Jak wchodzi: podobnie jak poprzednik. Piwo bardzo nieekonomiczne!






Keniger (Biedronka, alk. 4,8% obj., ekstrakt 10,1% wag, Producent: Browary Łódzkie)

Cena: 1,38zł

Smak: ledwo wyczuwalny smak piwa. Moje pierwsze skojarzenie, gdy wziąłem pierwszy łyk, to sok jabłkowy. Ni to słodkie, ni to kwaśne. Mimo, że ledwo czuć w nim piwo, Keniger jest naprawdę smaczny! Jeśli ktoś nie lubi smaku goryczki i bąbelków gryzących język podczas każdego łyka, to piwo jest właśnie dla niego. Doskonale też orzeżwia. Po co płacić ponad 3 złote za piwo z sokiem cytrynowym, skoro można kupić za tą cenę 2 Kenigery?

Jak wchodzi: i tu pojawia się problem, bowiem ten "soczkowaty" smak sprawia, że bardzo łatwo się je pije. Keniger może się sprawdzić na szybkie piwko po pracy, ale na dłuższej posiadówie może go szybko zabraknąć.


Grost (Aldi, alk. 4,2% obj, Producent: Browary Łódzkie)

Cena: 1,37zł

Smak: Grost różni się w smaku od swego brata z Biedronki, mimo że wywodzi się z tego samego browaru. Jest mocniej nagazowany, czuć w nim też nutę goryczki. Baza wydaje się ta sama, co w przypadku Kenigera, lecz nieco bardziej wyrazista. Duże zaskoczenie, bo spodziewałem się klona, tak jak to miało miejsce w przypadku piw z Głubczyc, a to piwo naprawdę ma inny smak.

Jak wchodzi: z racji tego, że czuć w nim trochę więcej goryczki, Grosta nie da się wychylić w dwóch podejściach, tak jak jego konkurentów. Za to wielki plus.


Ostatnim z testowanych piw będzie dobrze znany Argus dostępny w sklepach Lidl. Kosztuje on jednak nieco więcej, niż pozostałe piwa w tym teście. Kiedyś w Lidlu dostępne było tańsze piwo Deep, jednak mimo usilnych poszukiwań, nie udało mi się go odnaleźć na półkach. Pozostaje się zadowolić tym, co
jest.

Argus (Lidl, alk. 5,0% obj., Producent nieznany)

Cena: 1,79zł

Smak: Choć piwo z Lidla należy do wyższej kategorii cenowej (40 groszy różnicy na puszce to nie w kij dmuchał!), to w smaku podobne jest do swoich tańszych odpowiedników. Jedyna różnica to nieco mocniejszy smak goryczki. Jeśli więc mamy blisko do Lidla i wysupłamy te parę groszy więcej, to Argus jest dobrym wyborem. Jest to już niezły napój chmielowy, który nie smakuje jak woda, do której dosypano proszku będącego aromatem piwa.

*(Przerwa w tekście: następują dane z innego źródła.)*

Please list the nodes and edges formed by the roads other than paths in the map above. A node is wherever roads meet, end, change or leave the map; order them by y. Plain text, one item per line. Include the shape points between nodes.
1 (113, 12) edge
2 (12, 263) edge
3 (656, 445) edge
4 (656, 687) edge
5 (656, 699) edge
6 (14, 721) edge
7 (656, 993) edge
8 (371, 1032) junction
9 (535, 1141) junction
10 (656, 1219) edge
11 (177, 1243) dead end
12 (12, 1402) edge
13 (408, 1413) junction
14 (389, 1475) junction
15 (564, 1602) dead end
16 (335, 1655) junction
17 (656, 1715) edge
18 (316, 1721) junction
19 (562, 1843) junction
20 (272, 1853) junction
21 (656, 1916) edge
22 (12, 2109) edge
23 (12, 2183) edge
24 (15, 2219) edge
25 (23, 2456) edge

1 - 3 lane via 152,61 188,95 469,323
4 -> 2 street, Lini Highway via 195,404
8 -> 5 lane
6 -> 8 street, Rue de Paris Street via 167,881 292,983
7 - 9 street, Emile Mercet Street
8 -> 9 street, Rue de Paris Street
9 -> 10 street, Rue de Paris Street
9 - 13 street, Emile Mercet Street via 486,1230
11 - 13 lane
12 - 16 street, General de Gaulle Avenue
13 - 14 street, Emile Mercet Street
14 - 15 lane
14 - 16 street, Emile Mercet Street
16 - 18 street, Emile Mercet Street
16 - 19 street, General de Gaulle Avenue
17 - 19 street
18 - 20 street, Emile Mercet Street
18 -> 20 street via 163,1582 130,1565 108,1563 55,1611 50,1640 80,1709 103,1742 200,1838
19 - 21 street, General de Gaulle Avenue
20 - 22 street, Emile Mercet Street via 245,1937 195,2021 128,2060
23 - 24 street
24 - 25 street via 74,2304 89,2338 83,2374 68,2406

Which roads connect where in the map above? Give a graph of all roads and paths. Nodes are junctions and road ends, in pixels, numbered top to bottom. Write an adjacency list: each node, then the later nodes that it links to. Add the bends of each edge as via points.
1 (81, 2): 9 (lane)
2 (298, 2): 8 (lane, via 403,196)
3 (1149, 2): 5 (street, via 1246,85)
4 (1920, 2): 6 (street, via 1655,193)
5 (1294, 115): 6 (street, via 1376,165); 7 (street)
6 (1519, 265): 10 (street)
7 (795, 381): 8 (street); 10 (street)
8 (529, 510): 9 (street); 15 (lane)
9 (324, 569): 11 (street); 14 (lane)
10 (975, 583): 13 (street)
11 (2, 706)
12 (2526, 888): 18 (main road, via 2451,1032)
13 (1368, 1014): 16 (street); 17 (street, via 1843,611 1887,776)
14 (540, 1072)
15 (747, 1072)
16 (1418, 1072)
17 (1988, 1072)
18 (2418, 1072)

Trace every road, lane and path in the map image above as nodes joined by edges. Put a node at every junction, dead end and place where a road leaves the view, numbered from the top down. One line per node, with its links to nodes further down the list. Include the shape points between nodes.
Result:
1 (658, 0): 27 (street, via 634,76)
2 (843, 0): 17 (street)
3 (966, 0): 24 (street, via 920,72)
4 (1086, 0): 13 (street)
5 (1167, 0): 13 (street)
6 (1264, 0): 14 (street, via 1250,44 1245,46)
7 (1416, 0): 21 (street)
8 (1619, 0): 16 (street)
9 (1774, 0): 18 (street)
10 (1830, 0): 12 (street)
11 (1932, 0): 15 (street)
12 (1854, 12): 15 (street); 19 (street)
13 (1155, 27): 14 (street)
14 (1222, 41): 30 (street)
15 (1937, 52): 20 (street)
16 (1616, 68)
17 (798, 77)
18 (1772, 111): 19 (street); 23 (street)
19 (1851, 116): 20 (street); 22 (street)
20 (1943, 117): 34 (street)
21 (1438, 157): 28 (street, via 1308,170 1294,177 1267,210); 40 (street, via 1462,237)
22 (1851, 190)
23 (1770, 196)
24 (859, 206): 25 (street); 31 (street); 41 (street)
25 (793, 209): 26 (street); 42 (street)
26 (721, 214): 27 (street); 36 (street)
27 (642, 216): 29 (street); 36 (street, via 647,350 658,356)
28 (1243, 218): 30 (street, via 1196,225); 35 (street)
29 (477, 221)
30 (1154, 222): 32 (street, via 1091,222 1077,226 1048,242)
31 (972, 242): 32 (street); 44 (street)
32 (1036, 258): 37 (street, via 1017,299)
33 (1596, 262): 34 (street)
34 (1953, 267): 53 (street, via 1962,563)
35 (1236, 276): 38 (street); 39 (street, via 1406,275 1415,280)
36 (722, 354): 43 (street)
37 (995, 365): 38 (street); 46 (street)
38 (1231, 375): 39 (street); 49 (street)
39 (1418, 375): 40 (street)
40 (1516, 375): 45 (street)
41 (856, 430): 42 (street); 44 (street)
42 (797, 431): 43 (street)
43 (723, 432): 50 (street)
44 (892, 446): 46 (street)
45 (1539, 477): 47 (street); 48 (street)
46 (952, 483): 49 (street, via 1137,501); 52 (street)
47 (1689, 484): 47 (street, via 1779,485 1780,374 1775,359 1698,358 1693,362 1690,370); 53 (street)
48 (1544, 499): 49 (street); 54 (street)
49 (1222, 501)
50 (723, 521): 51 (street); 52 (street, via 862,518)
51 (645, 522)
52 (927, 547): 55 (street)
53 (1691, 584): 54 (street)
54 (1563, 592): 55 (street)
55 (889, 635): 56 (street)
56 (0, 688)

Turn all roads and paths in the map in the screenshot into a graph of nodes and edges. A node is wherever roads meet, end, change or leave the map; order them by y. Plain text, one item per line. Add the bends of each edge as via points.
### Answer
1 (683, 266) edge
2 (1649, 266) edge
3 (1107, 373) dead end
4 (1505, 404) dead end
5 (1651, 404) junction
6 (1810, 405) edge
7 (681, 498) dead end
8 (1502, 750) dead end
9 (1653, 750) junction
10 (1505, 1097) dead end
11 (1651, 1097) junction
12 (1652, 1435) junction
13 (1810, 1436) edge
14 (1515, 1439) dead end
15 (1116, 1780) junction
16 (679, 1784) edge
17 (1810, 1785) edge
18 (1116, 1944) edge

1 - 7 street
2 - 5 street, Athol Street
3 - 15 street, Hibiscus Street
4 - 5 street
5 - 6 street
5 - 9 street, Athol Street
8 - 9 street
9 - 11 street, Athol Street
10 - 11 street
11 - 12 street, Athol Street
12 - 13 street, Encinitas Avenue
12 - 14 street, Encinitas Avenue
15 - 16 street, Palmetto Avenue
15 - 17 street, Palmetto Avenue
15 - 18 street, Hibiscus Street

Jak wchodzi: z racji na wyczuwalną goryczkę, pije się go znacznie wolniej niż pozostałe piwa.

Podsumowanie

Ciężko jest wybrać jedno tanie piwo, które będzie pasować każdemu. Jedni bowiem traktują piwo jako napój, którym można popić niedzielnego schabowego, dla innych jest to tani sposób na szybką zmianę stanu trzeźwości. Jako że osobiście lubię piwo nie za moc, lecz smak, to wybrałbym Kenigera. Jest smaczny, orzeźwiający i kosztuje grosze. Czego chcieć więcej od taniego piwa?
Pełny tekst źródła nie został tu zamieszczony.